Collected data entries

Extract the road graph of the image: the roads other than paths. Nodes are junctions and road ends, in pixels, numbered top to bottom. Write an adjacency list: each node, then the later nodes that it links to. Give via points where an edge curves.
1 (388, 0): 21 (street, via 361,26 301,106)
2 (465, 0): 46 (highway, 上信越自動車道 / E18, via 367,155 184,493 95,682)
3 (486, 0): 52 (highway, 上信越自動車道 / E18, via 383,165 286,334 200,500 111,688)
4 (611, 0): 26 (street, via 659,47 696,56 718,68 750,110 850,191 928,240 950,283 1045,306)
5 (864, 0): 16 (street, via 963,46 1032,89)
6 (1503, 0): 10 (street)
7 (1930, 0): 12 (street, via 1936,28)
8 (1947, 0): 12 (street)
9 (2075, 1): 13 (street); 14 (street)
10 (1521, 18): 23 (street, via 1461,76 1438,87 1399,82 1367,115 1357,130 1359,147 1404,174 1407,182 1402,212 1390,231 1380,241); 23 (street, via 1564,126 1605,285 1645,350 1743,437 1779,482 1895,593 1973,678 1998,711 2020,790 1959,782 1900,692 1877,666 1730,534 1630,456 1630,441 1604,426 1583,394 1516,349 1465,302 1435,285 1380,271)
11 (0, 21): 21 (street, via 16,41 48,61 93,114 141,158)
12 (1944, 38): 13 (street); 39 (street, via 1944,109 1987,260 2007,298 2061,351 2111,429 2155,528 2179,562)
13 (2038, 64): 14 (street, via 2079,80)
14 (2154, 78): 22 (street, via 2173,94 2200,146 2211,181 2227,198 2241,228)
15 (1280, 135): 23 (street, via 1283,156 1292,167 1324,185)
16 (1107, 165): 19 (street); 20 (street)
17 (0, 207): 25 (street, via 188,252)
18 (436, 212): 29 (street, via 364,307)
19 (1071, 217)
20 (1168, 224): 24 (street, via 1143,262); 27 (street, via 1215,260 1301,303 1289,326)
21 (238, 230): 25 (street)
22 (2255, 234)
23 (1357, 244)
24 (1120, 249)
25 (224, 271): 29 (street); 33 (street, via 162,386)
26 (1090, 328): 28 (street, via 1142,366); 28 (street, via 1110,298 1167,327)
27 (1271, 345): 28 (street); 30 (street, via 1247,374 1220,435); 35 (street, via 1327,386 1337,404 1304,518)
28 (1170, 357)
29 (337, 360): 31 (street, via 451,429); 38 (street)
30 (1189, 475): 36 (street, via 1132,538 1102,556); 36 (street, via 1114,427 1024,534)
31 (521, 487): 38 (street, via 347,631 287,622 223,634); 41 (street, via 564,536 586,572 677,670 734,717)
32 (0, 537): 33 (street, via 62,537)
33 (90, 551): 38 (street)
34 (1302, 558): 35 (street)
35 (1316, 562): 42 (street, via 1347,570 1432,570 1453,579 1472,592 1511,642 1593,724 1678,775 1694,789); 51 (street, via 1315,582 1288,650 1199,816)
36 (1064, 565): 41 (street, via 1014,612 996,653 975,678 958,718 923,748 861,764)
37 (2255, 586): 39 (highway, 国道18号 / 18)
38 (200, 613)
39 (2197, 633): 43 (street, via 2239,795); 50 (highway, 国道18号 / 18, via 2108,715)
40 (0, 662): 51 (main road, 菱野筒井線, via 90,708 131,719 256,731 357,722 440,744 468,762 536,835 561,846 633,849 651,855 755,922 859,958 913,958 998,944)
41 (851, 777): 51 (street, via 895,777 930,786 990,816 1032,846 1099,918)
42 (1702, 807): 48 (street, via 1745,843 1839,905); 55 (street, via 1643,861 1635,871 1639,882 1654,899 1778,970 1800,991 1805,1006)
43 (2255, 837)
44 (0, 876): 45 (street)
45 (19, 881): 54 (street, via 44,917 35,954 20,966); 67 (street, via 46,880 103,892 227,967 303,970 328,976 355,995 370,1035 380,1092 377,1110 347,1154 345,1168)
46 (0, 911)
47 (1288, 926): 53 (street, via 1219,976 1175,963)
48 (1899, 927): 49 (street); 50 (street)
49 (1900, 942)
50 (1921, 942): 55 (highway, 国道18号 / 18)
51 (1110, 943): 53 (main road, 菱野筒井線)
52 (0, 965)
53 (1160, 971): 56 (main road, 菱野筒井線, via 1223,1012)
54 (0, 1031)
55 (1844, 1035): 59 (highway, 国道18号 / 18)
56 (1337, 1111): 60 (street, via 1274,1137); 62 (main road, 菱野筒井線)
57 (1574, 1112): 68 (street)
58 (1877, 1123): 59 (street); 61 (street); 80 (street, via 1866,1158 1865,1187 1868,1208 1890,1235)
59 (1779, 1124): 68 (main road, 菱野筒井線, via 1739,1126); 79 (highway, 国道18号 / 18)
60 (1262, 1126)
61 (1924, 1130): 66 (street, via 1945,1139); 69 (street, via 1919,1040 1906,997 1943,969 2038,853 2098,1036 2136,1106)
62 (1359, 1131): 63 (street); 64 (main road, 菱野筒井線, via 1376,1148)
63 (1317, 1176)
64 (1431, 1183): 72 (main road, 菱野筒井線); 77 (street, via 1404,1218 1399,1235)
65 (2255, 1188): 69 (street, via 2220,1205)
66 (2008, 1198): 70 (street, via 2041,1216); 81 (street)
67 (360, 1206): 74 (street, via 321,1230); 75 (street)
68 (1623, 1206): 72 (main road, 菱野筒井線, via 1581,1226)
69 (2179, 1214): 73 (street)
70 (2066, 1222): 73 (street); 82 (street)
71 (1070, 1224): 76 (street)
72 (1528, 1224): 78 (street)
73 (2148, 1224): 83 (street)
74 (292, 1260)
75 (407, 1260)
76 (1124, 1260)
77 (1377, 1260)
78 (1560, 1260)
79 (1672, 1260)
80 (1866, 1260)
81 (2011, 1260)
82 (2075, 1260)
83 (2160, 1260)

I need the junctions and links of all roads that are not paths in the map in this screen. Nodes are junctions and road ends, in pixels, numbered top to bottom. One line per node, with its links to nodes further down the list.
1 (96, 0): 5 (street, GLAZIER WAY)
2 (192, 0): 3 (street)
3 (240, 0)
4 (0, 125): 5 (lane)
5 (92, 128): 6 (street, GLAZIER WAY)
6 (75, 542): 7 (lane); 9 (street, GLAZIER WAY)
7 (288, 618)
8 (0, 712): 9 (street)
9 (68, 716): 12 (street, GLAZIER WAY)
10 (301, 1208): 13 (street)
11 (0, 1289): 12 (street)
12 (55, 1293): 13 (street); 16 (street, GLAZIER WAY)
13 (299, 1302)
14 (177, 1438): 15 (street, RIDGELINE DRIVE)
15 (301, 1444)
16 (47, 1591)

▶ **What needs to be done**:
Copy every record verbatim.

▶ **Solution**:
Extract the road graph of the image: the roads other than paths. Nodes are junctions and road ends, in pixels, numbered top to bottom. Write an adjacency list: each node, then the later nodes that it links to. Give via points where an edge curves.
1 (388, 0): 21 (street, via 361,26 301,106)
2 (465, 0): 46 (highway, 上信越自動車道 / E18, via 367,155 184,493 95,682)
3 (486, 0): 52 (highway, 上信越自動車道 / E18, via 383,165 286,334 200,500 111,688)
4 (611, 0): 26 (street, via 659,47 696,56 718,68 750,110 850,191 928,240 950,283 1045,306)
5 (864, 0): 16 (street, via 963,46 1032,89)
6 (1503, 0): 10 (street)
7 (1930, 0): 12 (street, via 1936,28)
8 (1947, 0): 12 (street)
9 (2075, 1): 13 (street); 14 (street)
10 (1521, 18): 23 (street, via 1461,76 1438,87 1399,82 1367,115 1357,130 1359,147 1404,174 1407,182 1402,212 1390,231 1380,241); 23 (street, via 1564,126 1605,285 1645,350 1743,437 1779,482 1895,593 1973,678 1998,711 2020,790 1959,782 1900,692 1877,666 1730,534 1630,456 1630,441 1604,426 1583,394 1516,349 1465,302 1435,285 1380,271)
11 (0, 21): 21 (street, via 16,41 48,61 93,114 141,158)
12 (1944, 38): 13 (street); 39 (street, via 1944,109 1987,260 2007,298 2061,351 2111,429 2155,528 2179,562)
13 (2038, 64): 14 (street, via 2079,80)
14 (2154, 78): 22 (street, via 2173,94 2200,146 2211,181 2227,198 2241,228)
15 (1280, 135): 23 (street, via 1283,156 1292,167 1324,185)
16 (1107, 165): 19 (street); 20 (street)
17 (0, 207): 25 (street, via 188,252)
18 (436, 212): 29 (street, via 364,307)
19 (1071, 217)
20 (1168, 224): 24 (street, via 1143,262); 27 (street, via 1215,260 1301,303 1289,326)
21 (238, 230): 25 (street)
22 (2255, 234)
23 (1357, 244)
24 (1120, 249)
25 (224, 271): 29 (street); 33 (street, via 162,386)
26 (1090, 328): 28 (street, via 1142,366); 28 (street, via 1110,298 1167,327)
27 (1271, 345): 28 (street); 30 (street, via 1247,374 1220,435); 35 (street, via 1327,386 1337,404 1304,518)
28 (1170, 357)
29 (337, 360): 31 (street, via 451,429); 38 (street)
30 (1189, 475): 36 (street, via 1132,538 1102,556); 36 (street, via 1114,427 1024,534)
31 (521, 487): 38 (street, via 347,631 287,622 223,634); 41 (street, via 564,536 586,572 677,670 734,717)
32 (0, 537): 33 (street, via 62,537)
33 (90, 551): 38 (street)
34 (1302, 558): 35 (street)
35 (1316, 562): 42 (street, via 1347,570 1432,570 1453,579 1472,592 1511,642 1593,724 1678,775 1694,789); 51 (street, via 1315,582 1288,650 1199,816)
36 (1064, 565): 41 (street, via 1014,612 996,653 975,678 958,718 923,748 861,764)
37 (2255, 586): 39 (highway, 国道18号 / 18)
38 (200, 613)
39 (2197, 633): 43 (street, via 2239,795); 50 (highway, 国道18号 / 18, via 2108,715)
40 (0, 662): 51 (main road, 菱野筒井線, via 90,708 131,719 256,731 357,722 440,744 468,762 536,835 561,846 633,849 651,855 755,922 859,958 913,958 998,944)
41 (851, 777): 51 (street, via 895,777 930,786 990,816 1032,846 1099,918)
42 (1702, 807): 48 (street, via 1745,843 1839,905); 55 (street, via 1643,861 1635,871 1639,882 1654,899 1778,970 1800,991 1805,1006)
43 (2255, 837)
44 (0, 876): 45 (street)
45 (19, 881): 54 (street, via 44,917 35,954 20,966); 67 (street, via 46,880 103,892 227,967 303,970 328,976 355,995 370,1035 380,1092 377,1110 347,1154 345,1168)
46 (0, 911)
47 (1288, 926): 53 (street, via 1219,976 1175,963)
48 (1899, 927): 49 (street); 50 (street)
49 (1900, 942)
50 (1921, 942): 55 (highway, 国道18号 / 18)
51 (1110, 943): 53 (main road, 菱野筒井線)
52 (0, 965)
53 (1160, 971): 56 (main road, 菱野筒井線, via 1223,1012)
54 (0, 1031)
55 (1844, 1035): 59 (highway, 国道18号 / 18)
56 (1337, 1111): 60 (street, via 1274,1137); 62 (main road, 菱野筒井線)
57 (1574, 1112): 68 (street)
58 (1877, 1123): 59 (street); 61 (street); 80 (street, via 1866,1158 1865,1187 1868,1208 1890,1235)
59 (1779, 1124): 68 (main road, 菱野筒井線, via 1739,1126); 79 (highway, 国道18号 / 18)
60 (1262, 1126)
61 (1924, 1130): 66 (street, via 1945,1139); 69 (street, via 1919,1040 1906,997 1943,969 2038,853 2098,1036 2136,1106)
62 (1359, 1131): 63 (street); 64 (main road, 菱野筒井線, via 1376,1148)
63 (1317, 1176)
64 (1431, 1183): 72 (main road, 菱野筒井線); 77 (street, via 1404,1218 1399,1235)
65 (2255, 1188): 69 (street, via 2220,1205)
66 (2008, 1198): 70 (street, via 2041,1216); 81 (street)
67 (360, 1206): 74 (street, via 321,1230); 75 (street)
68 (1623, 1206): 72 (main road, 菱野筒井線, via 1581,1226)
69 (2179, 1214): 73 (street)
70 (2066, 1222): 73 (street); 82 (street)
71 (1070, 1224): 76 (street)
72 (1528, 1224): 78 (street)
73 (2148, 1224): 83 (street)
74 (292, 1260)
75 (407, 1260)
76 (1124, 1260)
77 (1377, 1260)
78 (1560, 1260)
79 (1672, 1260)
80 (1866, 1260)
81 (2011, 1260)
82 (2075, 1260)
83 (2160, 1260)

I need the junctions and links of all roads that are not paths in the map in this screen. Nodes are junctions and road ends, in pixels, numbered top to bottom. One line per node, with its links to nodes further down the list.
1 (96, 0): 5 (street, GLAZIER WAY)
2 (192, 0): 3 (street)
3 (240, 0)
4 (0, 125): 5 (lane)
5 (92, 128): 6 (street, GLAZIER WAY)
6 (75, 542): 7 (lane); 9 (street, GLAZIER WAY)
7 (288, 618)
8 (0, 712): 9 (street)
9 (68, 716): 12 (street, GLAZIER WAY)
10 (301, 1208): 13 (street)
11 (0, 1289): 12 (street)
12 (55, 1293): 13 (street); 16 (street, GLAZIER WAY)
13 (299, 1302)
14 (177, 1438): 15 (street, RIDGELINE DRIVE)
15 (301, 1444)
16 (47, 1591)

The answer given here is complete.